• **Exercise goal**
Records follow. Copy every line with "Hazm".

• **Extracted information**
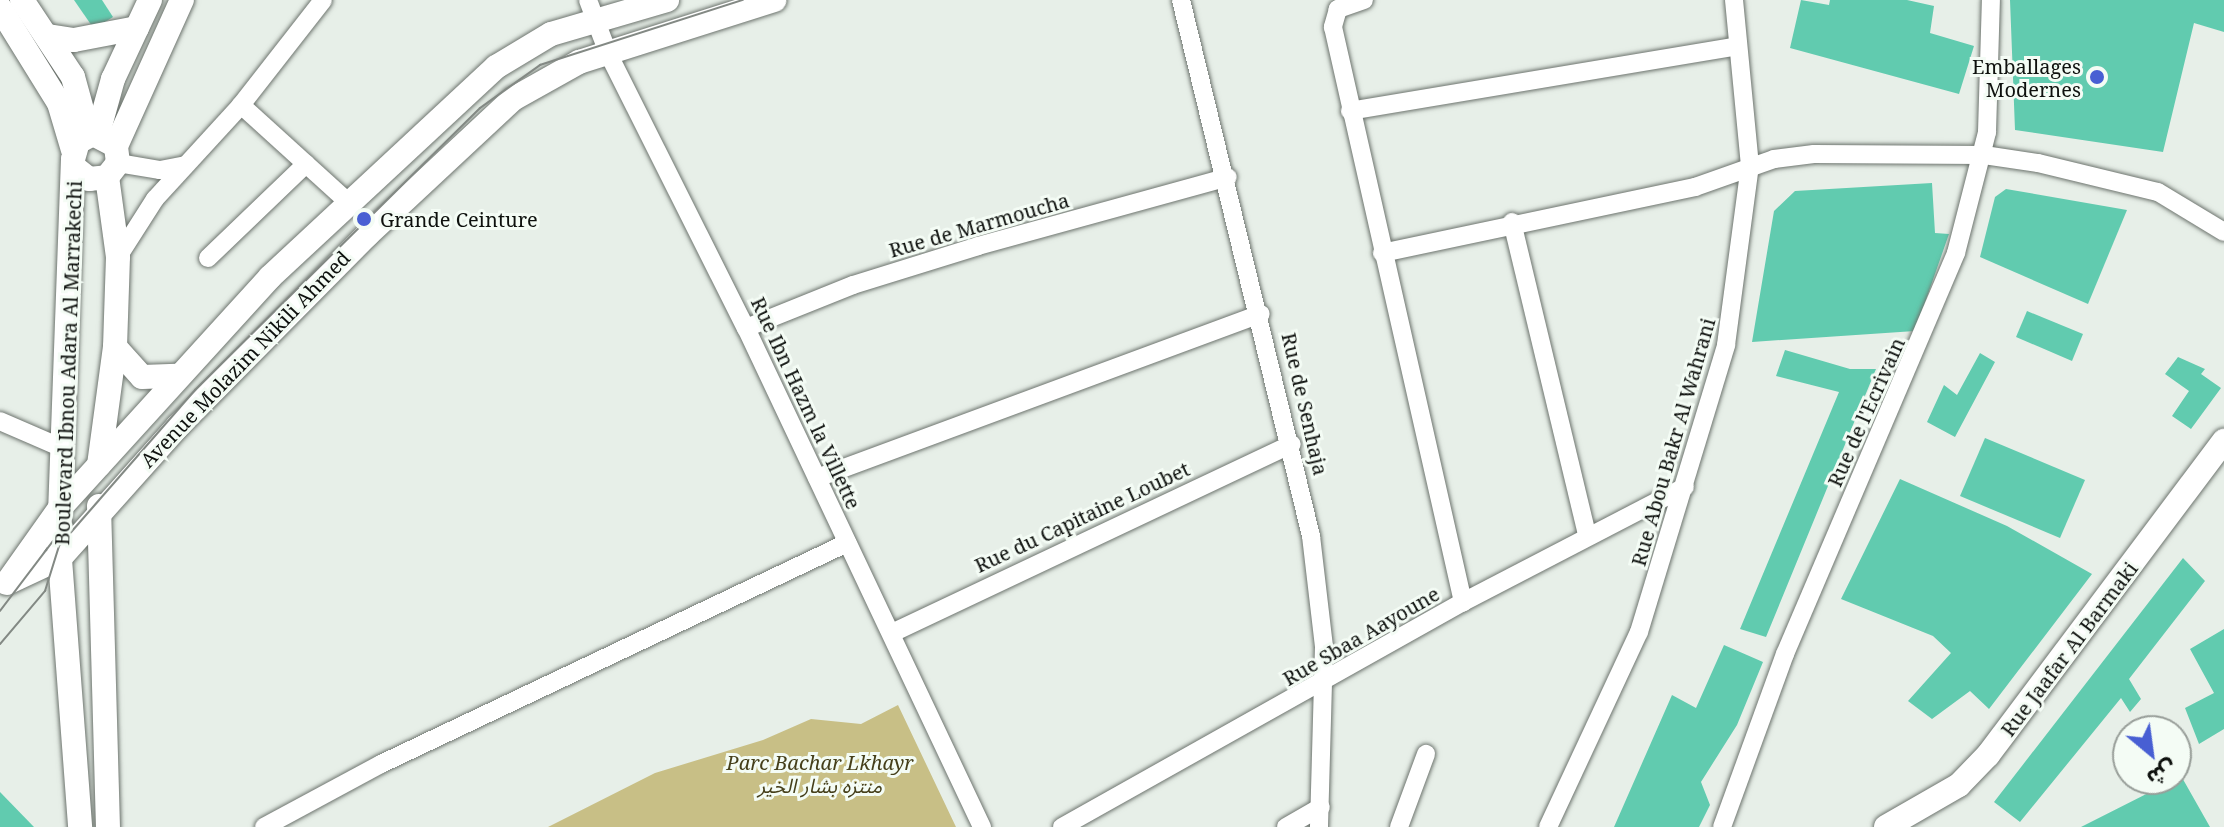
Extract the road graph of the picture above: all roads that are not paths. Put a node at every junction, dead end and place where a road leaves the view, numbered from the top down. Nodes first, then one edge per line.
1 (22, 0) edge
2 (150, 0) edge
3 (182, 0) edge
4 (323, 0) edge
5 (667, 0) edge
6 (774, 0) edge
7 (1181, 0) edge
8 (1364, 0) edge
9 (1734, 0) edge
10 (1991, 0) edge
11 (587, 7) edge
12 (0, 8) edge
13 (137, 28) junction
14 (48, 36) junction
15 (1737, 46) junction
16 (608, 53) junction
17 (241, 105) junction
18 (1350, 111) junction
19 (97, 153) junction
20 (1984, 155) junction
21 (306, 164) junction
22 (185, 165) junction
23 (1750, 166) junction
24 (1228, 177) junction
25 (349, 203) junction
26 (1512, 222) junction
27 (2224, 232) edge
28 (1382, 253) junction
29 (118, 257) junction
30 (208, 258) dead end
31 (1261, 314) junction
32 (746, 328) junction
33 (115, 347) junction
34 (177, 376) junction
35 (0, 421) edge
36 (2224, 441) edge
37 (1292, 444) junction
38 (60, 447) junction
39 (99, 463) junction
40 (817, 478) junction
41 (1685, 487) junction
42 (60, 508) junction
43 (100, 511) junction
44 (1587, 535) junction
45 (847, 543) junction
46 (60, 558) junction
47 (3, 587) edge
48 (1463, 602) junction
49 (892, 633) junction
50 (1324, 683) junction
51 (1426, 754) dead end
52 (1321, 807) junction
53 (80, 827) edge
54 (108, 827) edge
55 (264, 827) edge
56 (982, 827) edge
57 (1062, 827) edge
58 (1286, 827) edge
59 (1319, 827) edge
60 (1399, 827) edge
61 (1548, 827) edge
62 (1722, 827) edge
63 (1886, 827) edge

1 - 14 street, Boulevard Ibnou Adara Al Marrakechi
2 - 13 street
3 - 19 street
4 - 17 street
5 - 11 street, Avenue Molazim Nikili Ahmed
6 - 16 street, Avenue Molazim Nikili Ahmed
7 - 24 street, Rue de Senhaja
8 - 18 street
9 - 15 street, Rue Abou Bakr Al Wahrani
10 - 20 street, Rue de l'Ecrivain
11 - 16 street, Rue Ibn Hazm la Villette
11 - 25 street, Avenue Molazim Nikili Ahmed
12 - 19 street, Boulevard Ibnou Adara Al Marrakechi
13 - 14 street
13 - 19 street
14 - 19 street, Boulevard Ibnou Adara Al Marrakechi
15 - 18 street
15 - 23 street, Rue Abou Bakr Al Wahrani
16 - 32 street, Rue Ibn Hazm la Villette
16 - 43 street, Avenue Molazim Nikili Ahmed
17 - 21 street
17 - 22 street
18 - 28 street
19 - 22 street
19 - 29 street, Boulevard Ibnou Adara Al Marrakechi
19 - 38 street, Boulevard Ibnou Adara Al Marrakechi
20 - 23 street
20 - 27 street
20 - 62 street, Rue de l'Ecrivain
21 - 25 street
21 - 30 street
22 - 29 street
23 - 26 street
23 - 41 street, Rue Abou Bakr Al Wahrani
24 - 31 street, Rue de Senhaja
24 - 32 street, Rue de Marmoucha
25 - 34 street, Avenue Molazim Nikili Ahmed
26 - 28 street
26 - 44 street
28 - 48 street
29 - 33 street, Boulevard Ibnou Adara Al Marrakechi
31 - 37 street, Rue de Senhaja
31 - 40 street
32 - 40 street, Rue Ibn Hazm la Villette
33 - 34 street
33 - 39 street, Boulevard Ibnou Adara Al Marrakechi
34 - 39 street, Avenue Molazim Nikili Ahmed
35 - 38 street
36 - 63 street, Rue Jaafar Al Barmaki
37 - 49 street, Rue du Capitaine Loubet
37 - 50 street, Rue de Senhaja
38 - 42 street, Boulevard Ibnou Adara Al Marrakechi
39 - 42 street, Avenue Molazim Nikili Ahmed
39 - 43 street, Boulevard Ibnou Adara Al Marrakechi
40 - 45 street, Rue Ibn Hazm la Villette
41 - 44 street, Rue Sbaa Aayoune
41 - 61 street, Rue Abou Bakr Al Wahrani
42 - 46 street, Boulevard Ibnou Adara Al Marrakechi
42 - 47 street, Avenue Molazim Nikili Ahmed
43 - 46 street, Avenue Molazim Nikili Ahmed
43 - 54 street, Boulevard Ibnou Adara Al Marrakechi
44 - 48 street, Rue Sbaa Aayoune
45 - 49 street, Rue Ibn Hazm la Villette
45 - 55 street
46 - 47 street
46 - 53 street, Boulevard Ibnou Adara Al Marrakechi
48 - 50 street, Rue Sbaa Aayoune
49 - 56 street, Rue Ibn Hazm la Villette
50 - 52 street, Rue de Senhaja
50 - 57 street, Rue Sbaa Aayoune
51 - 60 street
52 - 58 street
52 - 59 street, Rue de Senhaja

• **Output**
11 - 16 street, Rue Ibn Hazm la Villette
16 - 32 street, Rue Ibn Hazm la Villette
32 - 40 street, Rue Ibn Hazm la Villette
40 - 45 street, Rue Ibn Hazm la Villette
45 - 49 street, Rue Ibn Hazm la Villette
49 - 56 street, Rue Ibn Hazm la Villette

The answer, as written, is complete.